The other weekend, I needed a dish for a potluck and I wanted something a little bit healthier, since I figured everyone else would bring either desserts, or mac and cheese. Also, I was having a wicked week-long spinach dip craving so that might have been a factor. This dip was lightened up by using low-fat cream cheese and fat free sour cream. I’m not a huge fan of mayo-based dips, so excluding mayo was an easy swap. The huge amount of spinach and red pepper bump up the veggie content while keeping calories relatively low, so nutritionally, this is an awesome swap for your normal, heavier, spinach dip. Serve this with pita chips, tortilla chips, with more veggies, or chunks of bread. As a variation, the spinach dip could also be made in an oven-proof dish and baked with shredded cheddar cheese on top, and then served warm.



  • One 16oz bag frozen spinach, thawed and drained
  • 1 medium red bell pepper
  • 4 cloves garlic
  • 3 green onions
  • 2 cups (500mL) fat free sour cream
  • One 250g block low fat plain cream cheese, thawed
  1. Add the cream cheese and sour cream to a large bowl. Cream them together with a hand mixer or by hand (I was working in a kitchen without a hand mixer and this was a pain to do by hand).
  2. Make sure the spinach is completely thawed out and all the liquid is squished out. Add it to the mixture and stir to combine.
  3. Mince the garlic and stir into the spinach mixture.
  4. Finely chop the onions and red pepper and stir into the spinach mixture.
  5. Stir so that all ingredients are evenly distributed.
  6. Cover and refrigerate until time for service to let all flavours blend.

Purple and Green Roasted Veggies

Everyone who knows me knows that my favourite colour is without a doubt purple.
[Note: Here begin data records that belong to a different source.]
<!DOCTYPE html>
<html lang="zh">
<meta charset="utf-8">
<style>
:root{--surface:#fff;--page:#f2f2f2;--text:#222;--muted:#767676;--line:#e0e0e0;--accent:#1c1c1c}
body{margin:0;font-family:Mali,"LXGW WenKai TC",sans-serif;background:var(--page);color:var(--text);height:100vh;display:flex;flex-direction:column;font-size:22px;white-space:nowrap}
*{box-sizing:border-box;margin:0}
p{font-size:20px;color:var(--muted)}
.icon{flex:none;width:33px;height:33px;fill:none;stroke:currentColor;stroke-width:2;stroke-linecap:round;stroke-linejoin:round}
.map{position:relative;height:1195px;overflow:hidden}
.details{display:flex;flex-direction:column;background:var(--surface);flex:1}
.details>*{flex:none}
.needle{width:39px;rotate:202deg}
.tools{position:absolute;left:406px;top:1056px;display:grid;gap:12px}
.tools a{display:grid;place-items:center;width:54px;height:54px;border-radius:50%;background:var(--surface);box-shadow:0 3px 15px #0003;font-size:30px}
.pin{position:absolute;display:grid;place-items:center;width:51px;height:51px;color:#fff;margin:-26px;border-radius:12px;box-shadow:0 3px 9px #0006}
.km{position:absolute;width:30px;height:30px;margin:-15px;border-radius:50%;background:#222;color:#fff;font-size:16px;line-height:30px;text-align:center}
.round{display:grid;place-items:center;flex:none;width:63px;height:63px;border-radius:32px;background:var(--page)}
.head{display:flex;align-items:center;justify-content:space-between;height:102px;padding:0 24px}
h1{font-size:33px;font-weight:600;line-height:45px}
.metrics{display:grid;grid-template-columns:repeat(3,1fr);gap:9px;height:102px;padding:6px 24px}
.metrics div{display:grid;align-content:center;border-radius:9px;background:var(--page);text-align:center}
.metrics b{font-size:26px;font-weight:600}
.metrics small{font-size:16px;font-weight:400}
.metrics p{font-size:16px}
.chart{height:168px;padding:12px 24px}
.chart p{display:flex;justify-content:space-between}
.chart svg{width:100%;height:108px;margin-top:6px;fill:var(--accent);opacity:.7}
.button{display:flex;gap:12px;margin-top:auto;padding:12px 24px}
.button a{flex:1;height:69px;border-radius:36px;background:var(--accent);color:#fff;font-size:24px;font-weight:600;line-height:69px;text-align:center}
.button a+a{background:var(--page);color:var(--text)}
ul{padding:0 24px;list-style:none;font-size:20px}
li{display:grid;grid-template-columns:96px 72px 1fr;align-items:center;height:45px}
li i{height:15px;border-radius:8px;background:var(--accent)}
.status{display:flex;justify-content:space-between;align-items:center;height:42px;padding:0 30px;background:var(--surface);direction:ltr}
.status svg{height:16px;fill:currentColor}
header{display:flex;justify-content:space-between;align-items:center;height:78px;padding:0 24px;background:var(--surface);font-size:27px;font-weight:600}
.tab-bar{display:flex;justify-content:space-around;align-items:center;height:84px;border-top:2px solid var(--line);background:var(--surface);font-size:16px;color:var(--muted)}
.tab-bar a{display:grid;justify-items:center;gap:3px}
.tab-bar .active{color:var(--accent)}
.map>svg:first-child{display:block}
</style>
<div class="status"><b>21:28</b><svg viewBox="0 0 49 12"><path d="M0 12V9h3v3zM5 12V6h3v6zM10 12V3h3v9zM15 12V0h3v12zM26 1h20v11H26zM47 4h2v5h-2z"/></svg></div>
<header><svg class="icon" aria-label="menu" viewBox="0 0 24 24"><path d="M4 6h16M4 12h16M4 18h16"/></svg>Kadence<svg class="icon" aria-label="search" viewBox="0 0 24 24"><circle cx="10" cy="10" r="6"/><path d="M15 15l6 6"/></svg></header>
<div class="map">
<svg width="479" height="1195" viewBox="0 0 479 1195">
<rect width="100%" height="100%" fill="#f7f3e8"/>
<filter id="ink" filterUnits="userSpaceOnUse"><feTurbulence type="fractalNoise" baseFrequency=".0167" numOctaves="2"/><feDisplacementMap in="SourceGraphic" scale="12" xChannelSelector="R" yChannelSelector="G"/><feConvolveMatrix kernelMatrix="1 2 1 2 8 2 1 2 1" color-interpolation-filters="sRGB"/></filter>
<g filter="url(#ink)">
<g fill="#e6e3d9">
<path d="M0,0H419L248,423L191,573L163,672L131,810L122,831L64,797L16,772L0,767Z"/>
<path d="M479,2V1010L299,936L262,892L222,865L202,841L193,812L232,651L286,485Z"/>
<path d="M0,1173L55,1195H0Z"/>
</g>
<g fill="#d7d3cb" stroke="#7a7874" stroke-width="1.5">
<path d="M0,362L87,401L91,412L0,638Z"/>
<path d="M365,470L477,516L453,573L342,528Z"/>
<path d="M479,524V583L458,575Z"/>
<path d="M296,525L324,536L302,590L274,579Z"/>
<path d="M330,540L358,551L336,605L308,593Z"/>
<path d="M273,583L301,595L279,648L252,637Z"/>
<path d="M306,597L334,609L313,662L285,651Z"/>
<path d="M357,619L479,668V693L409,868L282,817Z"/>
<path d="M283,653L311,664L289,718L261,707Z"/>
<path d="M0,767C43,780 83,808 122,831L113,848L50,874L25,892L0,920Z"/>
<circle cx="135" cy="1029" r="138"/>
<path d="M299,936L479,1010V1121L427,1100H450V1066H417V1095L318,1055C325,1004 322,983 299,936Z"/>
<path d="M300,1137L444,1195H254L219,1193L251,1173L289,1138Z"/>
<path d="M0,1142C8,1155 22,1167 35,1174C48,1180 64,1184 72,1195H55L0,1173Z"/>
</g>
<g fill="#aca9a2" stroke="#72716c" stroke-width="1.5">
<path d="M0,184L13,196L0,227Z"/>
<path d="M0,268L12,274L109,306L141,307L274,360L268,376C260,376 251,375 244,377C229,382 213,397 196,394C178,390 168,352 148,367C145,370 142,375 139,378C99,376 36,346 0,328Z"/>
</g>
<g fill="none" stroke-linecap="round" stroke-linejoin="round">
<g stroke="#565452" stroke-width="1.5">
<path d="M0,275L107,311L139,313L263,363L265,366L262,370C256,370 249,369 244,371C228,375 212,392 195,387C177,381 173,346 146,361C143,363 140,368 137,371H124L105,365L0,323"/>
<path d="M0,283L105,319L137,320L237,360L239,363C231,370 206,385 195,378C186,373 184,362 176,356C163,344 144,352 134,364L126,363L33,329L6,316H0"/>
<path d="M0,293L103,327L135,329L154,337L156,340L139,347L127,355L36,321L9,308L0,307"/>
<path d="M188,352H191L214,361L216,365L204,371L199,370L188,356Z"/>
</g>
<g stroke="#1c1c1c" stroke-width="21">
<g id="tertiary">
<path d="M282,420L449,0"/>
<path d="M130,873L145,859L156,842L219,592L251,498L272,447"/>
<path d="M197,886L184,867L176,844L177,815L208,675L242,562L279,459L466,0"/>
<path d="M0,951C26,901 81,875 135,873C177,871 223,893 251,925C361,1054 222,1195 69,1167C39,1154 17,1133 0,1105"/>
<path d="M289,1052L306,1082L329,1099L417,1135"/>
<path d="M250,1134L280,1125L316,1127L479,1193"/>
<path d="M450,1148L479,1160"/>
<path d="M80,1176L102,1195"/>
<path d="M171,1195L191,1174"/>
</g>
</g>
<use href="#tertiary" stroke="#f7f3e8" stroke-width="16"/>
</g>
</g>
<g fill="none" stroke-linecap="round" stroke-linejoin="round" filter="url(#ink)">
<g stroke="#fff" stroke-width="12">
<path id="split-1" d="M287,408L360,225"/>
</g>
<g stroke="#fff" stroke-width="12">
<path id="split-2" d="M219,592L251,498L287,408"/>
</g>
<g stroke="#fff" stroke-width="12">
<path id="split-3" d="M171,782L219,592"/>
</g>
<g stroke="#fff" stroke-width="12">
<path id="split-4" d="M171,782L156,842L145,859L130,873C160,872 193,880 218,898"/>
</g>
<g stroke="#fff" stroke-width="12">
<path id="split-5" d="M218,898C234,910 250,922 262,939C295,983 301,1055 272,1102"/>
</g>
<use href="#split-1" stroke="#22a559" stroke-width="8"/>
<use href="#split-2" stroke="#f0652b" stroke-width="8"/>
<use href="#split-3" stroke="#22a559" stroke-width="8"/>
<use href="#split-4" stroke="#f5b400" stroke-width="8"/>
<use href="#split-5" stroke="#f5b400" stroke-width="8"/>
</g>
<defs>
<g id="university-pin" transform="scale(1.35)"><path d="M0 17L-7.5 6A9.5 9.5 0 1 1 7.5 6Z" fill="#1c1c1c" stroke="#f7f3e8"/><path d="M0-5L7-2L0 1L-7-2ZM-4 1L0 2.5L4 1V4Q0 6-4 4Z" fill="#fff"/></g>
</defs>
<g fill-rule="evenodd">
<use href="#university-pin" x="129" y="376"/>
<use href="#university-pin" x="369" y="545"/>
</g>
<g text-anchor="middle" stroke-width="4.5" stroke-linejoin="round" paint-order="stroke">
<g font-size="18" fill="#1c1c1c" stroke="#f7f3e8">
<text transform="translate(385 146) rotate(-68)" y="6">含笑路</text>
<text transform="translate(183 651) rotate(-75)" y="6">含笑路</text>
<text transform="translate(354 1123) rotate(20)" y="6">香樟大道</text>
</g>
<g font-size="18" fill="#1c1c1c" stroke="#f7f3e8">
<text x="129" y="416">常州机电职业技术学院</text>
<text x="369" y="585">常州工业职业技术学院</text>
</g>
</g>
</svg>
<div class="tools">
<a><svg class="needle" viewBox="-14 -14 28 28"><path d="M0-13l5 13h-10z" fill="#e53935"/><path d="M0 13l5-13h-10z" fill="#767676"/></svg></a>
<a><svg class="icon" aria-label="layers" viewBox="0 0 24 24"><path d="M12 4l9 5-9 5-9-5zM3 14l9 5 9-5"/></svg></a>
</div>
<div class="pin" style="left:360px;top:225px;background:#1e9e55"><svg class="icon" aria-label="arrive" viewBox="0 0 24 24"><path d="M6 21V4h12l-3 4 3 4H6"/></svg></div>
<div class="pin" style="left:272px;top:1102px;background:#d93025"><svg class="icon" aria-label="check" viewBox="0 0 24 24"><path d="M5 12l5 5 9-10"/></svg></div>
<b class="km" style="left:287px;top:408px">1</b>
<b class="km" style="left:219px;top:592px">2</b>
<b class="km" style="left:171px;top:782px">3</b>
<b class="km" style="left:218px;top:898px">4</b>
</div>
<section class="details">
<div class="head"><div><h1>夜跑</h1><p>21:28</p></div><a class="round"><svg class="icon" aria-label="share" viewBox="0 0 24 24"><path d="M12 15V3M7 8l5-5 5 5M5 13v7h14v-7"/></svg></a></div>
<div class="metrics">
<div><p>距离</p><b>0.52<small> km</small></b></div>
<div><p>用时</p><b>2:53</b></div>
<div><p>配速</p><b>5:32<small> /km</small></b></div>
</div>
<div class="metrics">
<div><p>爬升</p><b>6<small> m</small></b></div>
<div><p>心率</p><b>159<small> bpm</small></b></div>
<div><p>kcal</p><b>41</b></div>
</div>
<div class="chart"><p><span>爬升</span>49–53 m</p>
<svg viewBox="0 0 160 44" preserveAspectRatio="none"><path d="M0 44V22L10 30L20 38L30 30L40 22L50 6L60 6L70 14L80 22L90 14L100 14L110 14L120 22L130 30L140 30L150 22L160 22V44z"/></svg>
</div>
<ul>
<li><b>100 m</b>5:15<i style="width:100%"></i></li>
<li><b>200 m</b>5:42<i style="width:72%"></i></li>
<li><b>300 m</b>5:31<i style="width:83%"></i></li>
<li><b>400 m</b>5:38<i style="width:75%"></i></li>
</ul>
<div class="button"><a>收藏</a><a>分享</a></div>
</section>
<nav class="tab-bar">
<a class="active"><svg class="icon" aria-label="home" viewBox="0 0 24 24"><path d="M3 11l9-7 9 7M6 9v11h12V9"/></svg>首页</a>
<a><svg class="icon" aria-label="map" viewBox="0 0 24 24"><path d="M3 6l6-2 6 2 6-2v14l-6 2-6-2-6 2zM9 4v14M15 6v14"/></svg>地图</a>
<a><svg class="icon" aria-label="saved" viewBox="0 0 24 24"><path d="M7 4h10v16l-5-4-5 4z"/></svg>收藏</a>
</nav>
As I’m sitting here, I’m typing at a purple laptop in a purple sweater. I’m pretty much Mabel Murple. Probably because of this, I think that eggplants are gorgeous and I’m always trying to figure out what an easy way to cook them is. The red onion keeps the purple theme going, while green pepper and zucchini round out the dish. This was a super easy dish to make after work one night. I had just a giant bowl of veggies for dinner, and then reheated the leftovers in a pan and served it over a piece of tilapia the next night. They would also be amazing reheated and then tossed with whole wheat pasta, olive oil, and parmesan cheese. I’m all for recipes that leave me with lots of leftovers to work with in different ways so I’m not eating the same thing for days on end! This recipe makes roughly six servings.



  • 1 large eggplant
  • 1 small zucchini
  • 1 medium red onion
  • 1 medium green pepper
  • 1 tbsp olive oil
  • 1 tsp dried basil leaves
  • salt and pepper to taste
  1. Preheat the oven to 400F.
  2. Wash all the veggies. Chop everything into large, bite-sized pieces.
  3. Put the veggies in a large bowl and toss them with the olive oil, basil, salt, and pepper until everything is coated.
  4. Spread the veggies evenly on a baking sheet.
  5. Place in the oven and bake for 40 minutes.